Pyraxis laughed. A sound like fire consuming forests. Like cities burning. Like the death of hope.

“Hide? We are dragons. We do not hide. We burn. We conquer. We end.”

“You’ll die if we fight.”

“I am already dying. The question is whether I take them with me.”

Kaelen felt the bond between them. Felt Pyraxis’s pain. Felt the dragon’s decision settling over him like a shroud.

“There has to be another way.”

“There isn’t. Not for us. Not anymore.”

Pyraxis dove. Down toward the army. Down toward the weapons. Down toward the ending that had been waiting for them since the first dragon fell.
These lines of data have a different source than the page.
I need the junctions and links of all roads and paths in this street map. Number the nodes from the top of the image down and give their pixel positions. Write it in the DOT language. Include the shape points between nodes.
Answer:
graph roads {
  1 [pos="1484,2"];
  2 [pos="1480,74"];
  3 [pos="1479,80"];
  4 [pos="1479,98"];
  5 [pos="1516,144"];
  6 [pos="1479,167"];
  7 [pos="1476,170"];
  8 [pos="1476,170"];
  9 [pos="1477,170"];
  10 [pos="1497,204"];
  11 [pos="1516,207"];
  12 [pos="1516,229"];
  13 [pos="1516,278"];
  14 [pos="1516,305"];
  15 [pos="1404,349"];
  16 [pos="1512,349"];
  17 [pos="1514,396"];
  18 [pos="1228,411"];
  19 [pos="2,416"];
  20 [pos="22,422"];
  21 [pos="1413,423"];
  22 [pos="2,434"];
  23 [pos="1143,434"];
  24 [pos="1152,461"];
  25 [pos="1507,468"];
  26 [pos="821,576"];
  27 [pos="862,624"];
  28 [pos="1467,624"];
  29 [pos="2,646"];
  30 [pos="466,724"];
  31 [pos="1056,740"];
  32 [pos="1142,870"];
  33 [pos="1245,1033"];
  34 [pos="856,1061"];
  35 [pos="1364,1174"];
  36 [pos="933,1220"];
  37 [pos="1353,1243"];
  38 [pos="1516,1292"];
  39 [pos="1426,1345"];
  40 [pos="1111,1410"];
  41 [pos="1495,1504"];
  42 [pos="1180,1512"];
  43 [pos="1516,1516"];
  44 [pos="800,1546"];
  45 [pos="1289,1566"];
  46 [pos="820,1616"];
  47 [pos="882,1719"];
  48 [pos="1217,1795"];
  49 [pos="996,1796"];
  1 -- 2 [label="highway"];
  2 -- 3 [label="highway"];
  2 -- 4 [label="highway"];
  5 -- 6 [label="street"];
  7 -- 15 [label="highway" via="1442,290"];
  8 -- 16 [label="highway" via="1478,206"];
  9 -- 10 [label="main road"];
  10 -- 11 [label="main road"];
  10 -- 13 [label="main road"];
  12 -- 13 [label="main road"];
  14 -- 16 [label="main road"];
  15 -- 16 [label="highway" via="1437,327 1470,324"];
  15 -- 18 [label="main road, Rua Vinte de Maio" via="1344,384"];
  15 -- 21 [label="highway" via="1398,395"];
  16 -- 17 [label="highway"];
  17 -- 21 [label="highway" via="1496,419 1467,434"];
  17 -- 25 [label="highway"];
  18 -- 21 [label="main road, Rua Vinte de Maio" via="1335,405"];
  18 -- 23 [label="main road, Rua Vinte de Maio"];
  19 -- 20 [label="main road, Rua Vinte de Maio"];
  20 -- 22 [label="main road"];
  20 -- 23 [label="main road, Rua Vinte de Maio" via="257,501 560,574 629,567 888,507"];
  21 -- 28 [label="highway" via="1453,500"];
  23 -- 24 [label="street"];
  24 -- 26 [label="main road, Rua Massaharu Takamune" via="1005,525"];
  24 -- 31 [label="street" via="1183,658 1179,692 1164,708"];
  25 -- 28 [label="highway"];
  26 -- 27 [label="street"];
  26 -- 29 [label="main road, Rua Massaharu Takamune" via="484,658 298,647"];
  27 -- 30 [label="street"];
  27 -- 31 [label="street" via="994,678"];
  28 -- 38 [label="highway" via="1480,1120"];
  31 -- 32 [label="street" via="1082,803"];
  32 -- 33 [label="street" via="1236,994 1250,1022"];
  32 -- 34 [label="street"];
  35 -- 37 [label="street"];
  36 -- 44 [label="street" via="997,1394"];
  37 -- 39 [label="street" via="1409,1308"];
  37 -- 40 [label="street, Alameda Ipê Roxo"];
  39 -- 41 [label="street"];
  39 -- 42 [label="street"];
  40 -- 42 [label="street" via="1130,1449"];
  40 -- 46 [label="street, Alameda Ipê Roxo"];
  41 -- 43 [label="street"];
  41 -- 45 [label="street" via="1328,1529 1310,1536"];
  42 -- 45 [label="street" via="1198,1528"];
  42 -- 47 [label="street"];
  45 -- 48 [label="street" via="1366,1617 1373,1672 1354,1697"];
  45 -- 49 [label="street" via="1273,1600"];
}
Kaelen could have jumped. Could have abandoned his mount. Could have lived to fight another day.

Instead he held on tighter. Drew his sword. Prepared to die the way dragon riders died. In battle. In honor. In fire.

Pyraxis breathed flame. A torrent of destruction that consumed everything below. Soldiers scattered. Weapons melted. The army that had hunted them became their funeral pyre.

But the cost was terrible. Pyraxis’s wounds opened. Blood rained from the sky. The dragon’s flight became a fall.

“Jump,” Pyraxis commanded. “This is the end for me. Not for you.”

Kaelen refused. “We bonded for life. Not for convenience.”

“Foolish boy. I am not your life. I am your lesson.”

Pyraxis crashed into the heart of the army. Fire met flesh. Scale met steel. Dragon met destiny.

Kaelen was thrown clear. Landed hard. Watched the explosion consume everything he had loved.

When the smoke cleared, the army was gone. Pyraxis was gone. The age of dragon riders was gone.

Kaelen walked through the carnage. Found Pyraxis’s body. Found the bond that still connected them even in death.

He severed it. Felt the pain of a thousand suns. Felt the weight of being the last.

Kaelen became a legend. A story. A warning told to children who asked about dragons.

He never rode again. Never bonded. Never forgot the dragon who had chosen fire over surrender.

Some bonds couldn’t be broken. Some endings couldn’t be avoided. Some riders outlived their dragons but never escaped their memory.

Kaelen carried the title. And he would bear that weight until death finally caught up with him.

In the mountains, a cave waited. Empty. Silent. Still smelling of dragon fire and sacrifice.

Kaelen visited it sometimes. Sat in the darkness. Remembered the dragon who had taught him the final lesson.

Honor wasn’t about surviving. It was about choosing how you ended.